Many companies nowadays are going passwordless in terms of authentication. The main reasons for this are to reduce IT expenses, try to strengthen their security, and promote the work-from-home culture.
However, according to a statement by Espria, a managed services provider, companies should not be this eager to go passwordless. Going passwordless is a complicated process and requires a lot of consideration and attention.
The CTO of Espria, Dave Adamson, also said that “Passwordless authentication simply replaces passwords with a more suitable authentication factor. This means moving from a centralized credential repository (where passwords are saved) to a decentralized model in which no passwords are saved, and each individual is responsible for their own passwordless authentication. Thus eliminating threats posed by passwords.”
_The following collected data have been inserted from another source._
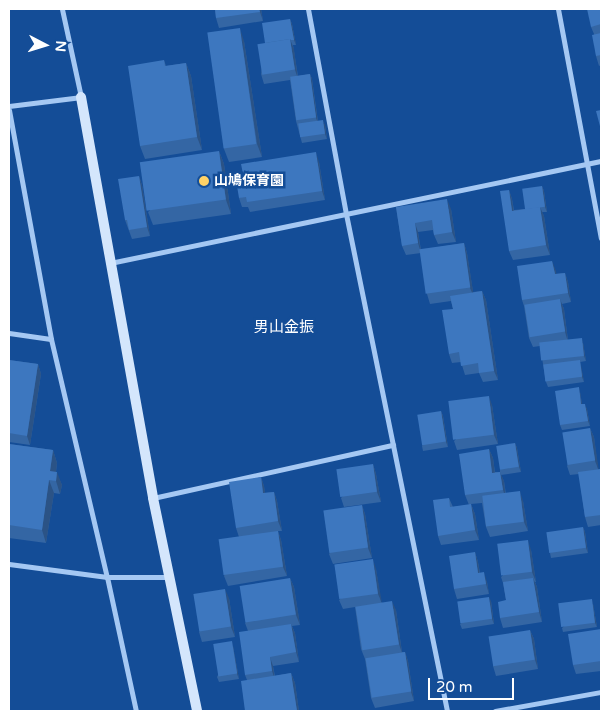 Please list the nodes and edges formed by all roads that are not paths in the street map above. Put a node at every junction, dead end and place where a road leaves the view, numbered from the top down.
1 (62, 9) edge
2 (308, 9) edge
3 (558, 9) edge
4 (81, 96) junction
5 (9, 106) edge
6 (9, 110) edge
7 (601, 160) edge
8 (587, 164) junction
9 (346, 214) junction
10 (601, 238) edge
11 (109, 263) junction
12 (9, 333) edge
13 (51, 339) junction
14 (393, 445) junction
15 (153, 498) junction
16 (9, 564) edge
17 (168, 577) junction
18 (107, 578) junction
19 (601, 692) edge
20 (136, 711) edge
21 (197, 711) edge
22 (447, 711) edge
23 (495, 711) edge

1 - 4 street
2 - 9 street
3 - 8 street
4 - 5 street
4 - 11 street
6 - 13 street
7 - 8 street
8 - 9 street
8 - 10 street
9 - 11 street
9 - 14 street
11 - 15 street
12 - 13 street
13 - 18 street
14 - 15 street
14 - 22 street
15 - 17 street
16 - 18 street
17 - 18 street
17 - 21 street
18 - 20 street
19 - 23 street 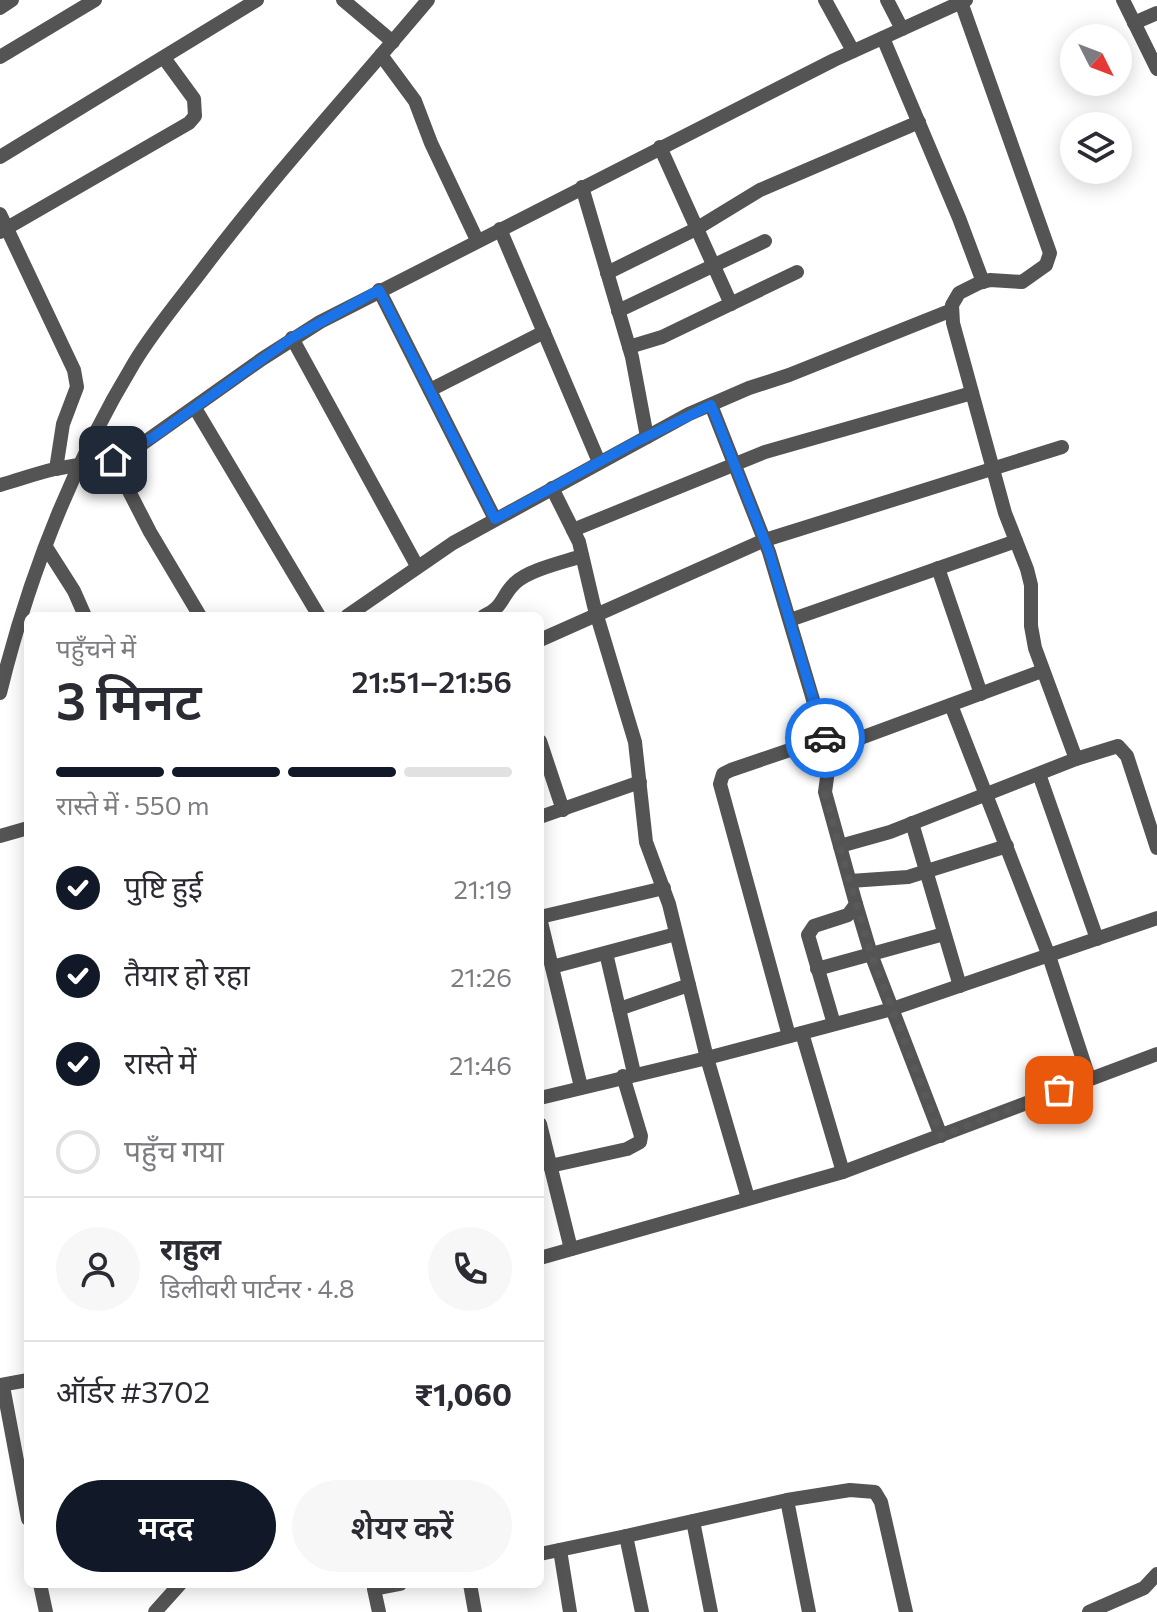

At one point, he also stated: “But unlike Multifactor Authentication (MFA) that does secure organizations, users often get frustrated with the additional security layer on top of having to remember their passwords. Passwordless authentication methods are more convenient because there’s no password to remember, and they’re compatible across most devices and systems.”
One more reason and benefit of organizations going passwordless is the convenience and simplicity factor. Though people manage to remember some of their passwords, some still have difficulty keeping track of them.
According to Adamson, the CTO Espria, we need to start verifying our identities using face recognition, fingerprint, or a mobile app instead of using passwords. This will make life simpler as you don’t need to remember long passwords, and authenticating yourself is a lot easier.
The idea of a passwordless environment is brilliant, but it has some hurdles that need to be passed before executing it. A survey conducted by cyber security insiders stated that 22% of businesses in the world still don’t have passwordless verification features, and their employees still have to remember long and unique passwords.
The possible reason for this delay is that it is still very difficult for businesses and employees to adapt to a completely passwordless environment. Many people in this survey also stated that they don’t have teams with the right skills to adopt passwordless authentication methods, which is why they don’t even consider using any.
Adamson also stated that the interface of many websites and applications is not designed to become passwordless. Identity authentication has always been a significant problem, and developers kept this in mind while designing apps and websites. Not only this, but many organizations have multifactor authentication. In fact, many cloud service providers are providing password and authentication services.
There are plenty of websites that are recoding and redesigning their applications to make them passwordless. However, making passwordless websites is a very long process to ensure the privacy and security of confidential data.
All in all, there is nothing wrong with going passwordless. However, this process requires a lot of consideration, time, planning, and implementation. Therefore, businesses should not rush into going passwordless. Instead, they should monitor and study all the aspects, strengthen their security system, and gradually take steps towards making their apps or websites passwordless.